Nothing
R/redist_nuts.R
In qPRAentry: Quantitative Pest Risk Assessment at the Entry Step
Defines functions
redist_nuts
Documented in
redist_nuts
utils::globalVariables(c(
"TIME_PERIOD", "geo", "values", "NUTS0",
"values_redistribution", "proportion",
":="
))
#' Data redistribution to NUTS subdivisions
#'
#' Value redistribution from country-level (NUTS0) to smaller territories (i.e.,
#' NUTS1, NUTS2 or NUTS3). See
#' [Nomenclature of territorial units for statistics](https://ec.europa.eu/eurostat/web/nuts).
#'
#' @details
#' This function enables redistribution of values from national-level NUTS0
#' to smaller territorial units (i.e., NUTS1, NUTS2, or NUTS3), either proportionally
#' based on human population data from
#' [Eurostat](https://ec.europa.eu/eurostat/databrowser/product/page/demo_r_pjangrp3)
#' or using user-supplied redistribution proportions.
#' Human population data for redistribution is automatically fetched for the specified time
#' period from the Eurostat database.
#'
#' Note that more than one column of values provided in the data frame \code{data}
#' can be redistributed at the same time. The values in columns \code{values_col}
#' and \code{redist_values_col} must be numeric and positive.
#'
#' ### Common uses
#' In the context of quantitative pest risk assessment (qPRA) at the entry step,
#' this function can be applied to redistribute the quantity of potentially infested
#' commodities (\eqn{N_{trade}}, see [ntrade()]) or the number of potential
#' founder populations (\eqn{NPFP}, see [pathway_model()]). For this purpose,
#' human population or consumption data from subdivisions are often used for redistribution.
#'
#' @param data A data frame containing the data at the country-level to
#' redistribute.
#' @param nuts_col A string specifying the column name in \code{data}
#' with the NUTS0 codes.
#' @param values_col A string or vector specifying the column name(s) in \code{data}
#' with the values to be redistributed.
#' @param to_nuts A numeric value (1, 2, or 3) specifying the NUTS level for redistribution.
#' Default 2, indicating redistribution to NUTS2.
#' @param redist_data A data frame containing values for each subdivision that will be
#' used as the basis for proportional redistribution. By default, this is set to
#' \code{"population"}, indicating redistribution based on human population data from
#' [Eurostat](https://ec.europa.eu/eurostat/databrowser/product/page/demo_r_pjangrp3).

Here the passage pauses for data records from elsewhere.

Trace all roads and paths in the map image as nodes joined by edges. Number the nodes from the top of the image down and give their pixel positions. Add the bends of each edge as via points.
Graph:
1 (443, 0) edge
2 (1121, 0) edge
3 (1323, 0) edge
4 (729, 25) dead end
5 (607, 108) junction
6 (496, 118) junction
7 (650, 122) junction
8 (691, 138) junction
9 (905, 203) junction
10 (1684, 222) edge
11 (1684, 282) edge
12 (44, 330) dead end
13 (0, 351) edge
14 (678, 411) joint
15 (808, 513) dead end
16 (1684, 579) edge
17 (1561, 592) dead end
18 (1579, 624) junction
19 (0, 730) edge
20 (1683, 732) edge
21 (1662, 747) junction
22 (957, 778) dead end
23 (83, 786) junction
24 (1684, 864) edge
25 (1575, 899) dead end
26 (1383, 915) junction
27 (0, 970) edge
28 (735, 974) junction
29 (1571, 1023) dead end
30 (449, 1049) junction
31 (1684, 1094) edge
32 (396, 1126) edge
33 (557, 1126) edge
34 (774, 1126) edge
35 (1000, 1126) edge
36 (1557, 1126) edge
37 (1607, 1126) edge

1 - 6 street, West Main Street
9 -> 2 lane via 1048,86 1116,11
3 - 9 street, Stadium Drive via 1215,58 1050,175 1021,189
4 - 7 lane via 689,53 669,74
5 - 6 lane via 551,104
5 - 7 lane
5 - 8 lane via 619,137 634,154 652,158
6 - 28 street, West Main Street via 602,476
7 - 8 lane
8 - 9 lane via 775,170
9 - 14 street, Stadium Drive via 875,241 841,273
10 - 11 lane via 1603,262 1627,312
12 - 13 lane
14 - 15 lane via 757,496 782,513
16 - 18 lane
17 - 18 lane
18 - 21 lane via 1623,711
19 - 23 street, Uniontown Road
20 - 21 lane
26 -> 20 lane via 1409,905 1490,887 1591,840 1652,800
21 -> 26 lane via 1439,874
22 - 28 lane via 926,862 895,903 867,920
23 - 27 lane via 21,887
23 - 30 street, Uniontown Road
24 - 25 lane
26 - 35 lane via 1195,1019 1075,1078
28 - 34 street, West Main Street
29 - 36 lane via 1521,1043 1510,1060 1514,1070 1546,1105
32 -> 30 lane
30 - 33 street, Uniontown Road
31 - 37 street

#' @param redist_nuts_col A string specifying the column name in \code{redist_data}
#' that contains the destination NUTS codes. The NUTS level should correspond to the
#' value specified in \code{to_nuts}. \code{NULL} (default) if a data frame is not
#' incorporated in \code{redist_data} (i.e., \code{redist_data = "population"}).
#' @param redist_values_col A string specifying the column name in \code{redist_data}
#' with the values for proportional redistribution. These values will serve as the
#' weights for the redistribution process. \code{NULL} (default) if a data frame
#' is not incorporated in \code{redist_data} (i.e., \code{redist_data = "population"}).

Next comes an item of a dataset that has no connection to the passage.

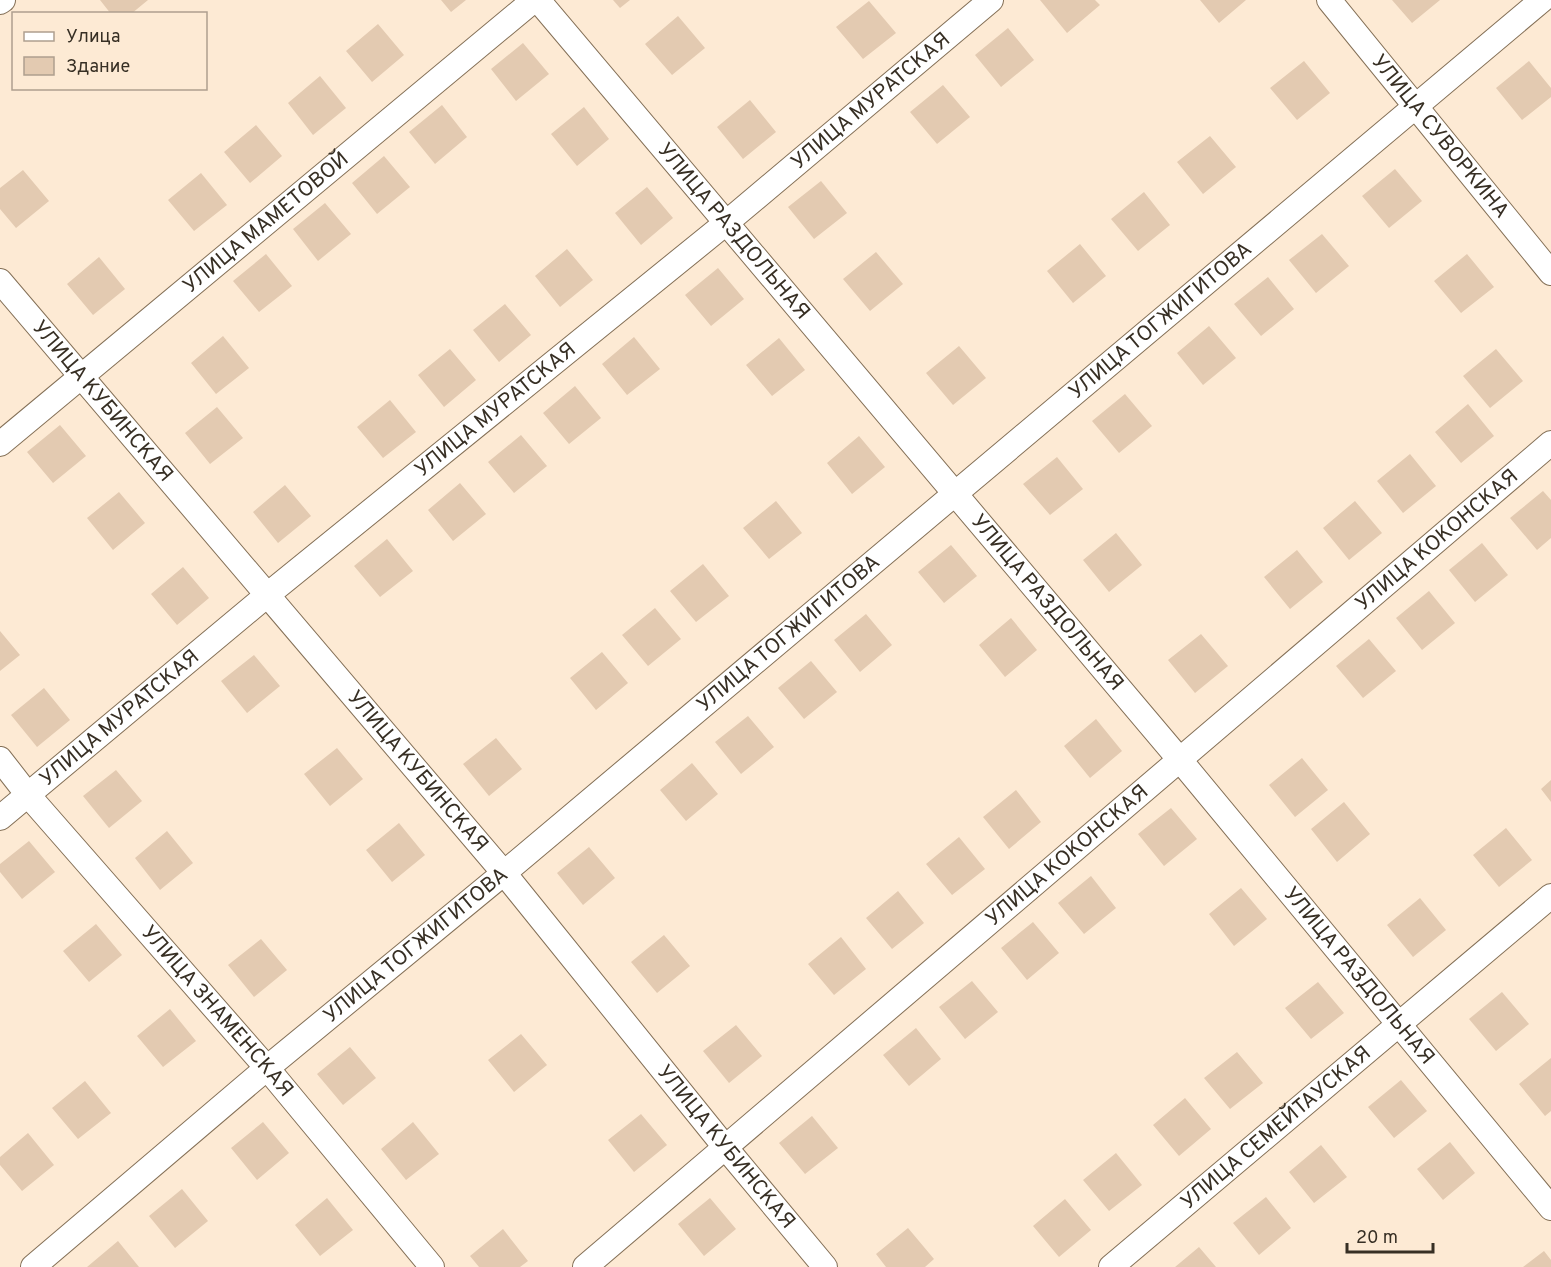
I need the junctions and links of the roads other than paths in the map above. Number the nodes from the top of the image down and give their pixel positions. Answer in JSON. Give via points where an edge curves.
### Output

#' @param population_year A numeric value specifying the year(s) of the human population
#' data to be used for redistribution. Only necessary if \code{"population"} is specified in
#' \code{redist_data} (default is 2023). If multiple years are provided, the average
#' human population across those years will be used. Available years can be found at
#' [Eurostat](https://ec.europa.eu/eurostat/databrowser/product/page/demo_r_pjangrp3).

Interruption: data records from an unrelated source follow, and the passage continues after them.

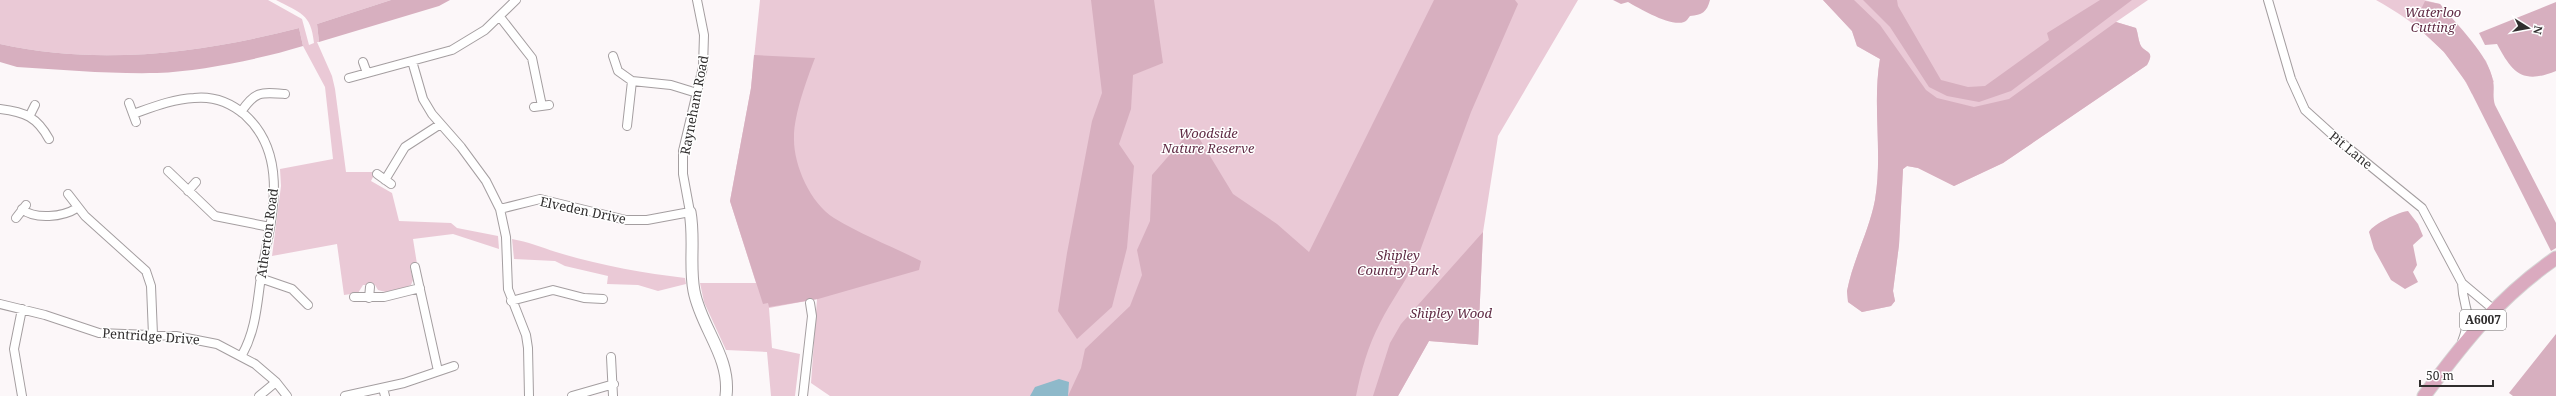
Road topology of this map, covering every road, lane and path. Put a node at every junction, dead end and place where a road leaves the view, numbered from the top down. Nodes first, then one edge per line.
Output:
1 (516, 0) edge
2 (697, 0) edge
3 (2268, 0) edge
4 (500, 17) junction
5 (613, 56) dead end
6 (412, 61) junction
7 (363, 62) dead end
8 (367, 73) junction
9 (349, 78) dead end
10 (632, 81) junction
11 (697, 93) junction
12 (285, 94) dead end
13 (129, 103) dead end
14 (35, 105) dead end
15 (542, 106) dead end
16 (0, 110) edge
17 (241, 112) junction
18 (30, 116) junction
19 (439, 124) junction
20 (627, 126) dead end
21 (49, 139) dead end
22 (168, 171) dead end
23 (377, 174) dead end
24 (196, 182) dead end
25 (188, 191) junction
26 (68, 194) dead end
27 (77, 208) junction
28 (500, 209) junction
29 (690, 212) junction
30 (16, 218) dead end
31 (270, 227) junction
32 (2556, 258) edge
33 (415, 267) dead end
34 (260, 278) junction
35 (2462, 283) junction
36 (370, 288) dead end
37 (420, 288) junction
38 (354, 297) dead end
39 (369, 298) junction
40 (603, 299) dead end
41 (511, 301) junction
42 (810, 303) dead end
43 (0, 304) edge
44 (308, 305) dead end
45 (2493, 309) junction
46 (22, 310) junction
47 (153, 335) junction
48 (2458, 351) junction
49 (242, 355) junction
50 (611, 357) dead end
51 (454, 366) dead end
52 (438, 371) junction
53 (276, 382) junction
54 (614, 384) junction
55 (384, 392) edge
56 (22, 396) edge
57 (259, 396) edge
58 (287, 396) edge
59 (345, 396) edge
60 (529, 396) edge
61 (572, 396) edge
62 (613, 396) edge
63 (726, 396) edge
64 (803, 396) edge
65 (2424, 396) edge

1 - 4 street
2 - 11 street, Rayneham Road
3 - 35 street, Pit Lane
4 - 6 street
4 - 15 street
5 - 10 street
6 - 8 street
6 - 19 street
7 - 8 street
8 - 9 street
10 - 11 street
10 - 20 street
11 - 29 street, Rayneham Road
12 - 17 street
13 - 17 street, Atherton Road
14 - 18 street
16 - 18 street
17 - 31 street, Atherton Road
18 - 21 street
19 - 23 street
19 - 28 street
22 - 25 street
24 - 25 street
25 - 31 street
26 - 27 street
27 - 30 street
27 - 47 street
28 - 29 street, Elveden Drive
28 - 41 street
29 - 63 street, Rayneham Road
31 - 34 street, Atherton Road
32 - 45 main road, A6007
33 - 37 street
34 - 44 street
34 - 49 street, Atherton Road
35 - 45 street, Pit Lane
35 - 48 street, Pit Lane
36 - 39 street
37 - 39 street
37 - 52 street
38 - 39 street
40 - 41 street
41 - 60 street
42 - 64 street
43 - 46 street, Pentridge Drive
45 - 48 main road, A6007
46 - 47 street, Pentridge Drive
46 - 56 street
47 - 49 street, Pentridge Drive
48 - 65 main road, A6007
49 - 53 street, Pentridge Drive
50 - 54 street
51 - 52 street
52 - 55 street
53 - 57 street
53 - 58 street, Pentridge Drive
54 - 61 street
54 - 62 street
55 - 59 street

#' @param nuts_year Year of NUTS classification. Accepted values are '2003','2006','2010','2013',
#' '2016' (default),'2021', or '2024'. See
#' [NUTS - History](https://ec.europa.eu/eurostat/web/nuts/history).
#'
#' @return A data frame with the redistributed values across the specified NUTS
#' level. The data frame contains the columns \code{NUTSX} with the codes at the
#' selected NUTS level, \code{NUTS0} with the codes at country level, \code{proportion} with the
#' proportion according to which the values have been redistributed, and the columns
#' corresponding to the redistributed values with the same name specified in \code{values_col}.
#'
#' @seealso [ntrade()], [pathway_model()]
#'
#' @export
#'
#' @examples
#' ## Example of data redistribution to NUTS2 using human population data
#' data("datatrade_EU")
#' # extract NUTS0 codes (country level)
#' nuts0 <- unique(datatrade_EU$internal_production$reporter)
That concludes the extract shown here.